So I tried to close terminal and it said it's doing something so I shouldn't close it.
Is it supposed to take an hour to extract the file?


----------



## Nizatidine (Jun 12, 2010)

*Re: Getting wireless on Ubuntu?*

This source says, "Before you install any wireless driver with ndiswrapper or ndisgtk, make sure there are no other drivers trying to use your wireless card. If there are, your ubuntu may freeze." in the section on Installation. 

Did you uninstall all other drivers prior?:facepalm:


----------



## Eddie.Dean.19 (Dec 15, 2011)

Nizatidine said:


> This source says, "Before you install any wireless driver with ndiswrapper or ndisgtk, make sure there are no other drivers trying to use your wireless card. If there are, your ubuntu may freeze." in the section on Installation.
> 
> Did you uninstall all other drivers prior?:facepalm:


He's not even up to the driver install yet he's still ttrying to extract the archive


..instead of using the terminal try extracting it using archive roller or file roller..w.e it's called. Can u open the archive and view it's contents?

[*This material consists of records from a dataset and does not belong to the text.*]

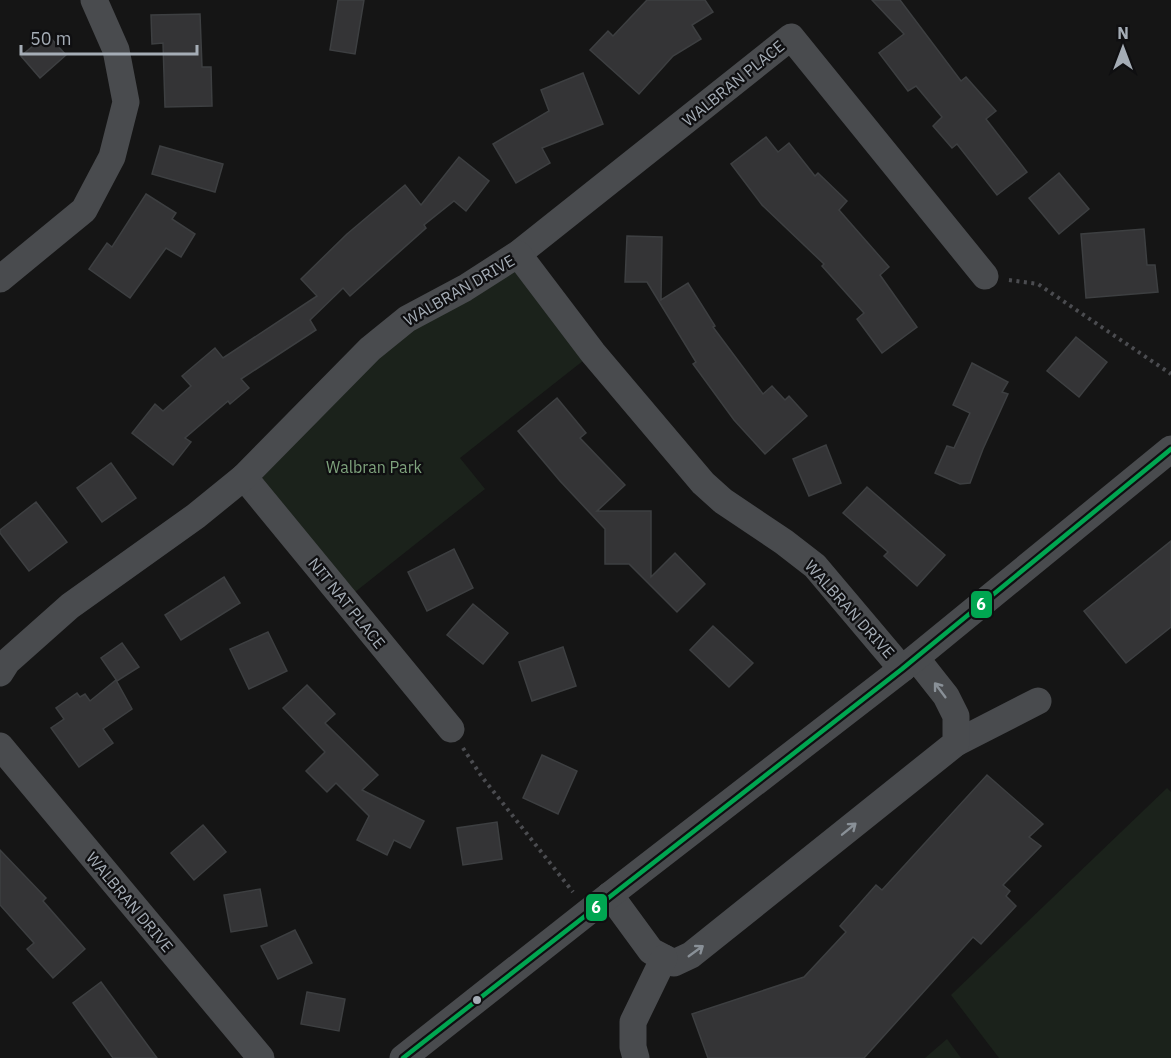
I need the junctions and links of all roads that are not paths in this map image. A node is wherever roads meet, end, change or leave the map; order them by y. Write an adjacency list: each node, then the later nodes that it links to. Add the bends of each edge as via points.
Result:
1 (94, 0): 4 (street, via 116,50 126,102 112,157 84,210)
2 (518, 254): 3 (street, WALBRAN PLACE, via 791,37); 6 (street, WALBRAN DRIVE, via 407,319 370,349); 7 (street, WALBRAN DRIVE, via 593,353 703,483 815,566)
3 (985, 276)
4 (0, 279)
5 (1171, 449): 7 (street)
6 (244, 477): 8 (street, WALBRAN DRIVE, via 70,606 7,662); 10 (street, NIT NAT PLACE)
7 (909, 663): 9 (street, WALBRAN DRIVE, one-way to 7, via 946,696); 13 (street)
8 (0, 673)
9 (956, 716): 11 (street); 11 (street, via 1038,701)
10 (451, 729)
11 (956, 742): 14 (street, one-way to 11, via 674,963 692,955)
12 (0, 746): 15 (street, WALBRAN DRIVE)
13 (610, 895): 14 (street, via 651,951); 16 (street)
14 (664, 958): 17 (street, via 633,1023)
15 (261, 1058)
16 (403, 1058)
17 (636, 1058)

Try dragging them out that way


----------



## breebreebran31 (Jul 5, 2011)

*Re: Getting wireless on Ubuntu?*

Its all good I got it figured out.
I gave up on the archive and I just got a really long Ethernet cable so I had a wired connection and then downloaded ndiswrapper from the software center.
And then when I installed my wireless adapter I had to install the Windows XP driver first and then install the Windows 7 driver.
And when it tells me invalid driver for the Windows 7 one, I just uninstall it.

In case anyone needs to know for future reference.


----------



## wmorri (May 29, 2008)

*Re: Getting wireless on Ubuntu?*

Glad you were able to get it to work!


----------